Mighty trans-U.S. snowstorm barely tweaks drought-parched states

Despite a massive snowstorm that crossed the United States, the nation's severe drought profile has barely changed.

Yesterday's Drought Monitor indicated that total drought across the contiguous United States dropped from 66.38 percent to 65.37 percent, but that the two most extreme classifications of drought combined increased slightly from 22.4 percent to 22.49 percent.

While this week's storm quenched the dryness of the Midwest, drought areas in Texas and Florida grew. Conditions in the eastern half of Texas -- where most of the major metropolitan hubs are located -- were mild compared to the deterioration in the western half. Reservoir levels remain at record lows in that region.

Despite the snowstorms that passed over the Northern Plains states and the Midwest, the frozen soils are not absorbing the snow, which has mostly remained solid in the cold weather, said Matthew Rosencrans, a meteorologist with the National Oceanic and Atmospheric Administration and author of this week's Drought Outlook.

"Any melting that does occur is hitting the surface and running off," he said. Streamflows may rise temporarily, but then recede quickly.


"The actual conditions in the ground are not improving, even though streamflows and reservoirs are coming up again," added Rosencrans.

The warmup rate over the next few weeks will determine the recharge rate, he added. Above-normal temperatures in Texas, coupled with strong westerly winds, added to the drought's exacerbation, explained Rosencrans.

Farmers are looking to see how this will affect the spring planting season, which begins in mid- to late March depending on the region. While some big corn states like Illinois and Indiana are faring relatively well, said Rosencrans, central Iowa and Nebraska will need to go a long way to recharge soils.

A 'critical' month in Neb.

"This month is extremely critical," said Rosencrans. Spring storms will begin to provide rains rather than snow, offering better watering in which to sow seeds.

At this time last year, the overall area in drought was 48.17 percent, and the area in extreme to exceptional drought was 6.39 percent.

The snowstorm arrived through the Pacific Northwest and barreled across the northern United States. The blizzards caused transportation delays in the Midwest, and the storm's predicted strength closed much of the federal government in Washington, D.C., on Wednesday, although the expected snow barely materialized.

Texas drought has expanded in pockets along the Rio Grande, which forms a border with Mexico. The Amistad and Falcon International reservoirs are well below 50 percent, said John Nielsen-Gammon, the state climatologist.

A potential international struggle over water is percolating, he added. Sen.

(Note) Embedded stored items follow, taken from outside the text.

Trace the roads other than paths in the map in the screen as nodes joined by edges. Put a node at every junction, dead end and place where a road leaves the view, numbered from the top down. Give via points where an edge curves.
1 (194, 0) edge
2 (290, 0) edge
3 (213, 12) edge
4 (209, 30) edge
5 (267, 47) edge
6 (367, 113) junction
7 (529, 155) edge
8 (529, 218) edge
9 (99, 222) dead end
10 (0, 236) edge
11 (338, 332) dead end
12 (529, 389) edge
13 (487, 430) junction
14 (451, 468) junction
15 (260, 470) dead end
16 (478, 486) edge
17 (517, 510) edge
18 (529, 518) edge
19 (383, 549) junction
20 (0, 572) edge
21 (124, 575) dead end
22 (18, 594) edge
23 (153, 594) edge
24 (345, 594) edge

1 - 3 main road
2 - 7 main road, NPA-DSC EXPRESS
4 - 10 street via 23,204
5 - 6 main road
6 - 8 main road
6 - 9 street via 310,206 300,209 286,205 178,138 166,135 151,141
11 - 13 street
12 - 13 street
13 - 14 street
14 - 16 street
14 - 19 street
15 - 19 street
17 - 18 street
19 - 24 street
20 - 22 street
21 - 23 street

John Cornyn (R-Texas) sent a letter to the International Boundary and Water Commission this week to ensure that Mexico adheres to an international treaty that requires the country to divert Rio Grande water to Texas.

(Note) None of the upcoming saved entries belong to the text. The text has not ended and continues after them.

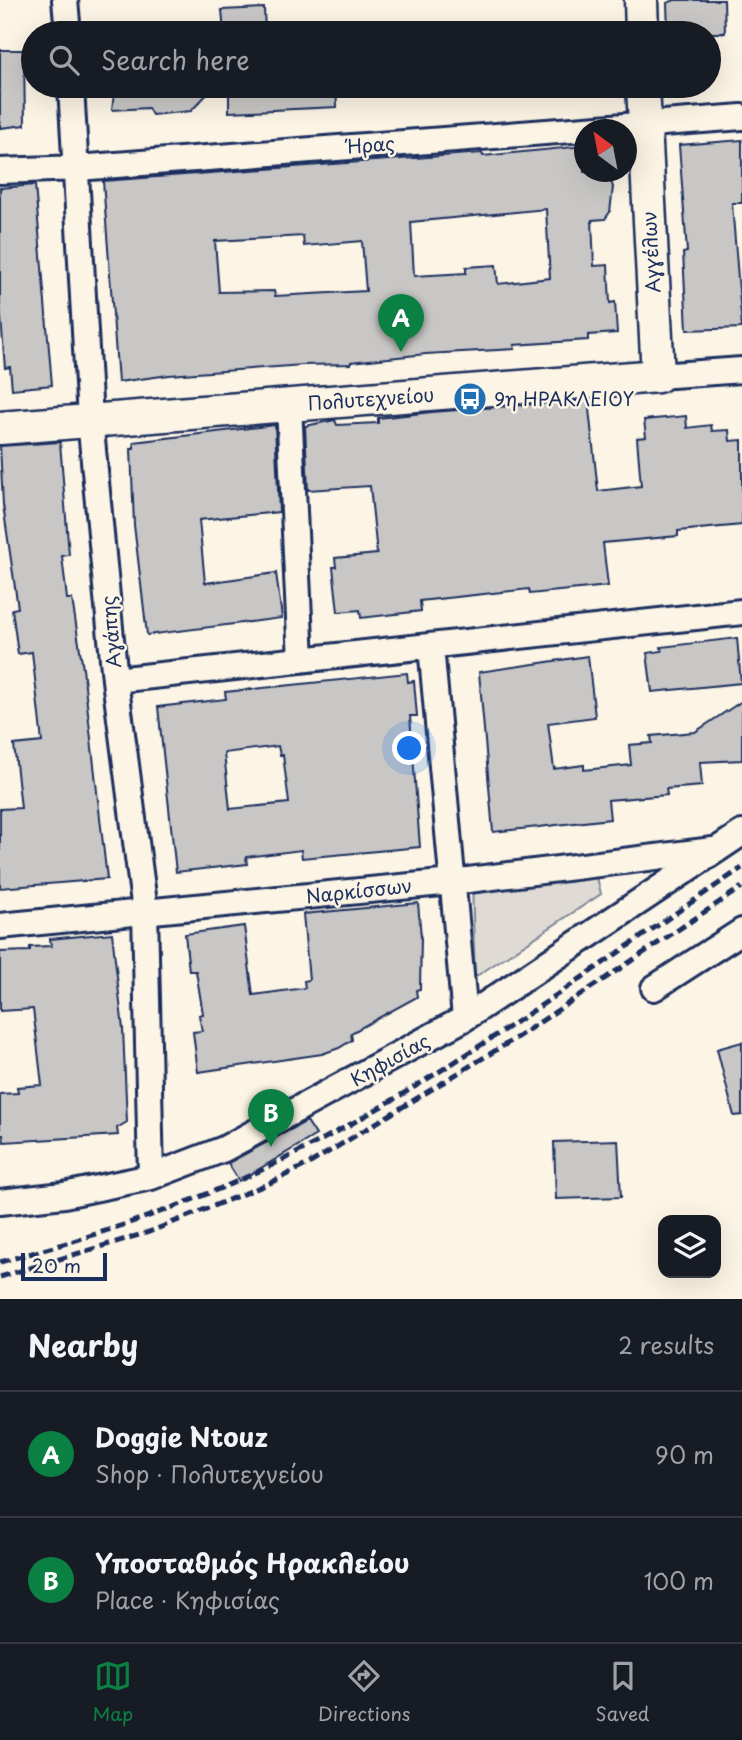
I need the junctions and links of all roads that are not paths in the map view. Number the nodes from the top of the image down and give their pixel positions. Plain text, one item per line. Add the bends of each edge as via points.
1 (65, 0) edge
2 (641, 0) edge
3 (67, 21) edge
4 (642, 21) edge
5 (72, 98) edge
6 (643, 98) edge
7 (742, 117) edge
8 (644, 124) junction
9 (77, 168) junction
10 (0, 171) edge
11 (742, 370) edge
12 (658, 376) junction
13 (289, 405) junction
14 (90, 419) junction
15 (0, 428) edge
16 (742, 612) edge
17 (431, 646) junction
18 (300, 660) junction
19 (116, 680) junction
20 (742, 833) edge
21 (717, 850) junction
22 (452, 881) junction
23 (145, 911) junction
24 (0, 926) edge
25 (742, 931) edge
26 (654, 988) dead end
27 (466, 1018) junction
28 (150, 1177) junction
29 (0, 1202) edge

1 - 3 street
2 - 4 street
5 - 9 street, Αγάπης
6 - 8 street, Αγγέλων
7 - 8 street, Ήρας
8 - 9 street, Ήρας
8 - 12 street, Αγγέλων
9 - 10 street, Ήρας
9 - 14 street, Αγάπης
11 - 12 street, Πολυτεχνείου
12 - 13 street, Πολυτεχνείου
13 - 14 street, Πολυτεχνείου
13 - 18 street
14 - 15 street, Πολυτεχνείου
14 - 19 street, Αγάπης
16 - 17 street
17 - 18 street
17 - 22 street
18 - 19 street
19 - 23 street, Αγάπης
20 - 21 street, Κηφισίας
21 - 22 street, Ναρκίσσων
21 - 27 street, Κηφισίας
22 - 23 street, Ναρκίσσων
22 - 27 street
23 - 24 street, Ναρκίσσων
23 - 28 street, Αγάπης
25 - 26 street
27 - 28 street, Κηφισίας via 224,1149
28 - 29 street, Κηφισίας via 64,1195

Winter wheat, which farmers will begin to harvest in April, has been hit hard in the spot between Wichita Falls and Abilene in north-central Texas. The area around Abilene has received rain in erratic pulses over the past couple of months, he added, but the rainfall was not significant enough to drench the soils. Another exceptional drought patch lies around San Antonio and Corpus Christi.

Nielsen-Gammon expects an entire week of dry weather for the state, with the possible exception of south Texas. Farmers who don't have irrigation on their land will be forced to delay spring planting, meaning they may need to forgo planting corn this year.

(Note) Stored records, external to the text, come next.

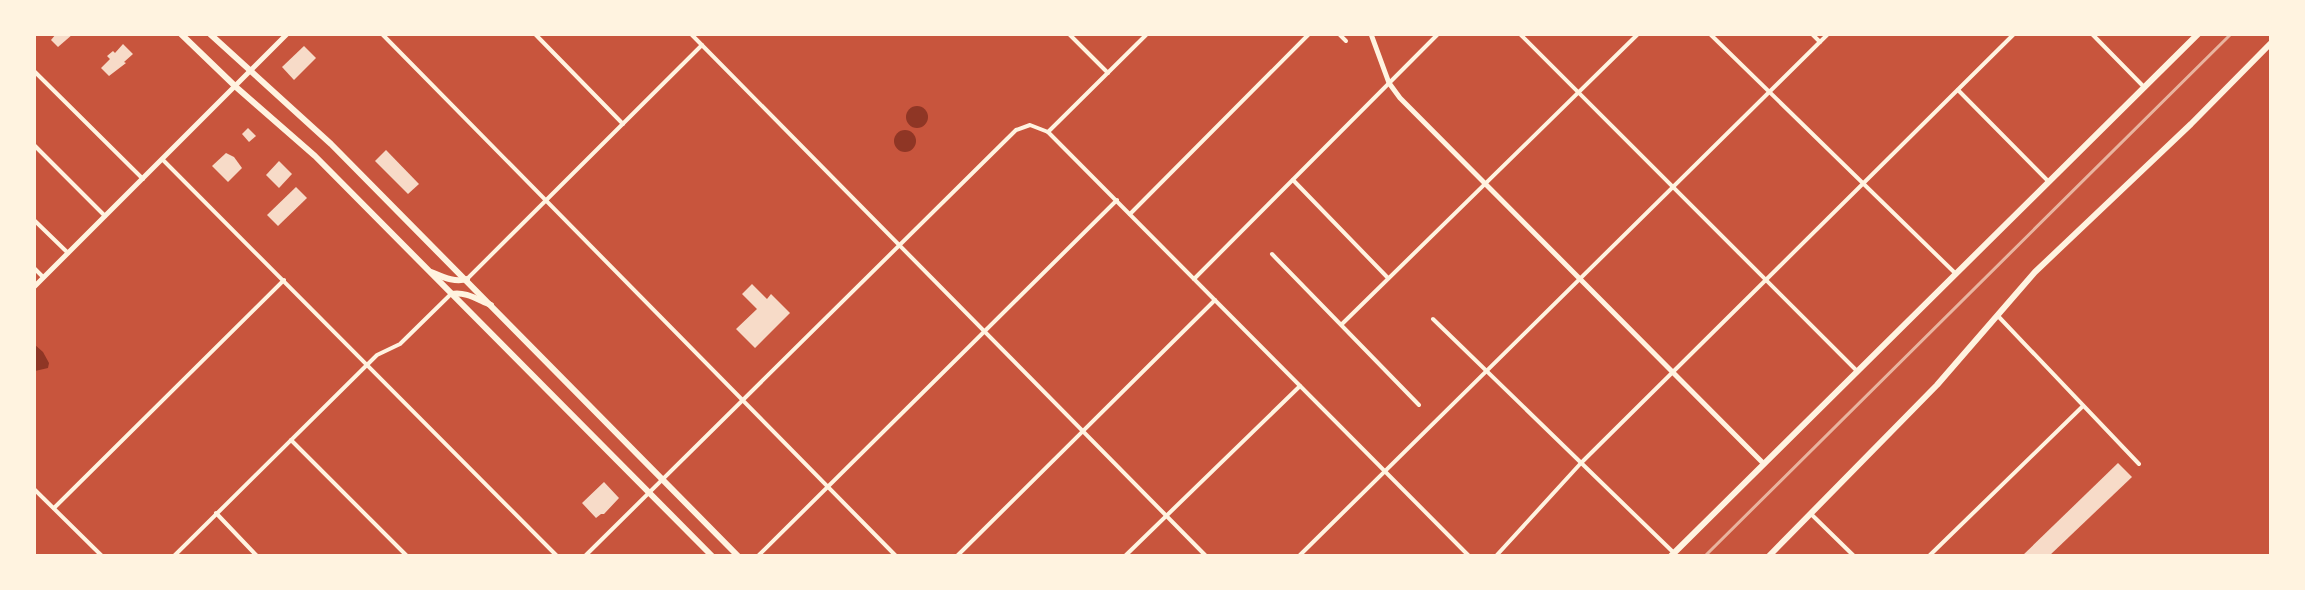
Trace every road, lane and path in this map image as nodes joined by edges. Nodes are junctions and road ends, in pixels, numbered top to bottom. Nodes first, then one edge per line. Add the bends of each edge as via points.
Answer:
1 (181, 34) edge
2 (210, 34) edge
3 (287, 34) edge
4 (382, 34) edge
5 (536, 34) edge
6 (691, 34) edge
7 (1070, 34) edge
8 (1148, 34) edge
9 (1309, 34) edge
10 (1339, 34) edge
11 (1371, 34) edge
12 (1438, 34) edge
13 (1520, 34) edge
14 (1638, 34) edge
15 (1710, 34) edge
16 (1812, 34) edge
17 (1828, 34) edge
18 (2014, 34) edge
19 (2092, 34) edge
20 (2198, 34) edge
21 (1346, 41) dead end
22 (1820, 42) junction
23 (2271, 44) edge
24 (702, 45) junction
25 (34, 71) edge
26 (250, 72) junction
27 (1108, 73) junction
28 (1389, 83) junction
29 (236, 87) junction
30 (2145, 87) junction
31 (1958, 90) junction
32 (1579, 92) junction
33 (1768, 93) junction
34 (623, 124) junction
35 (1048, 132) junction
36 (34, 145) edge
37 (163, 160) junction
38 (143, 179) junction
39 (1293, 180) junction
40 (2049, 182) junction
41 (1863, 183) junction
42 (1486, 185) junction
43 (1673, 187) junction
44 (1117, 200) junction
45 (546, 201) junction
46 (1130, 214) junction
47 (106, 216) junction
48 (34, 220) edge
49 (900, 245) junction
50 (69, 253) junction
51 (1272, 254) dead end
52 (34, 268) edge
53 (428, 271) junction
54 (1956, 274) junction
55 (44, 278) junction
56 (1388, 278) junction
57 (467, 279) junction
58 (1194, 279) junction
59 (1579, 279) junction
60 (284, 280) junction
61 (1766, 280) junction
62 (34, 287) edge
63 (451, 294) junction
64 (1215, 300) junction
65 (494, 307) junction
66 (1998, 316) junction
67 (1433, 320) dead end
68 (1342, 324) junction
69 (984, 330) junction
70 (367, 364) junction
71 (1857, 371) junction
72 (1486, 372) junction
73 (1673, 373) junction
74 (1300, 386) junction
75 (742, 400) junction
76 (1419, 405) dead end
77 (2083, 406) junction
78 (1083, 430) junction
79 (290, 440) junction
80 (1581, 463) junction
81 (1764, 464) junction
82 (2139, 464) dead end
83 (1386, 471) junction
84 (663, 480) junction
85 (827, 486) junction
86 (34, 489) edge
87 (651, 492) junction
88 (54, 508) junction
89 (216, 513) junction
90 (1811, 514) junction
91 (1165, 515) junction
92 (1673, 554) edge
93 (102, 555) edge
94 (174, 555) edge
95 (257, 555) edge
96 (407, 555) edge
97 (557, 555) edge
98 (585, 555) edge
99 (712, 555) edge
100 (738, 555) edge
101 (758, 555) edge
102 (896, 555) edge
103 (957, 555) edge
104 (1125, 555) edge
105 (1206, 555) edge
106 (1299, 555) edge
107 (1469, 555) edge
108 (1496, 555) edge
109 (1769, 555) edge
110 (1854, 555) edge
111 (1929, 555) edge

1 - 29 main road
2 - 26 main road
3 - 26 street
4 - 45 street
5 - 34 street
6 - 24 street
7 - 27 street
8 - 27 street
9 - 46 street
10 - 21 street
11 - 28 street
12 - 28 street
13 - 32 street
14 - 32 street
15 - 33 street
16 - 22 street
17 - 22 street
18 - 31 street
19 - 30 street
20 - 30 main road
22 - 33 street
23 - 66 main road via 2035,272
24 - 34 street
24 - 49 street
25 - 38 street
26 - 29 street
26 - 57 main road via 331,144
27 - 35 street
28 - 39 street
28 - 42 street
29 - 37 street
29 - 53 main road via 315,156
30 - 40 main road
31 - 40 street
31 - 41 street
32 - 42 street
32 - 43 street
33 - 41 street
33 - 43 street
34 - 45 street
35 - 44 street
35 - 49 street via 1030,125 1017,130
36 - 47 street
37 - 38 street
37 - 60 street
38 - 47 street
39 - 56 street
39 - 58 street
40 - 54 main road
41 - 54 street
41 - 61 street
42 - 56 street
42 - 59 street
43 - 59 street
43 - 61 street
44 - 46 street
44 - 69 street
45 - 57 street
45 - 75 street
46 - 58 street
47 - 50 street
48 - 50 street
49 - 69 street
49 - 75 street
50 - 55 street
51 - 68 street
52 - 55 street
53 - 57 main road via 450,280
53 - 63 main road
54 - 71 main road
55 - 62 street
56 - 68 street
57 - 65 main road
58 - 64 street
59 - 72 street
59 - 73 street
60 - 70 street
60 - 88 street
61 - 71 street
61 - 73 street
63 - 65 main road via 468,295
63 - 70 street via 400,344 381,352
63 - 87 main road
64 - 74 street
64 - 78 street
65 - 84 main road
66 - 77 street
66 - 90 main road via 1937,385
67 - 72 street
68 - 76 street
69 - 78 street
69 - 85 street
70 - 79 street
70 - 97 street
71 - 81 main road
72 - 80 street
72 - 83 street
73 - 80 street
73 - 81 street
74 - 83 street
74 - 91 street
75 - 84 street
75 - 85 street
77 - 82 street
77 - 111 street
78 - 91 street
78 - 103 street
79 - 89 street
79 - 96 street
80 - 92 street
80 - 108 street
81 - 92 main road
83 - 106 street
83 - 107 street
84 - 87 street
84 - 100 main road
85 - 101 street
85 - 102 street
86 - 88 street
87 - 98 street
87 - 99 main road
88 - 93 street
89 - 94 street
89 - 95 street
90 - 109 main road
90 - 110 street
91 - 104 street
91 - 105 street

'Drought fatigue' and the U.S. wheat crop

In the bowl of exceptional drought lying in the middle of the country, Nebraska sits in the middle, three-quarters covered in exceptional drought last week. The state saw no reduction in overall drought conditions, with very minor easing of exceptional drought from 76.94 percent last week to 76.76 percent this week.

"I was highly doubtful that there would be any change, and there was no change," said Bryce Anderson, a senior agricultural meteorologist with DTN located in Omaha, Neb.

A tiny corner in the state's panhandle made the transition from exceptional drought to a step lower, extreme drought.

"We're not even talking an entire county," Anderson said.

Agricultural markets are looking to Kansas, the breadbasket of the country for winter wheat, for signals of the crop outcome, said Anderson. Kansas is completely in drought, with one-fifth of the state in exceptional drought. Analysts have developed a type of drought fatigue, said Anderson, in which they no longer track the drought's effects because it has lasted so long.

"The fact that there was snow in central Kansas last week and the week before, that got the market to think wheat had a chance to improve," he said. In addition, global supplies of wheat are thriving. The U.N. Food and Agriculture Organization has forecast the second-largest crop on record for this year. Russia and Ukraine, two of the largest global exporters, have recovered their normal yields over the last poor-performing years.

"We are somewhat cautious," said Anderson. "There are a lot of questions on how the U.S. hard winter wheat crop is going to perform, but there are other scenarios in other countries."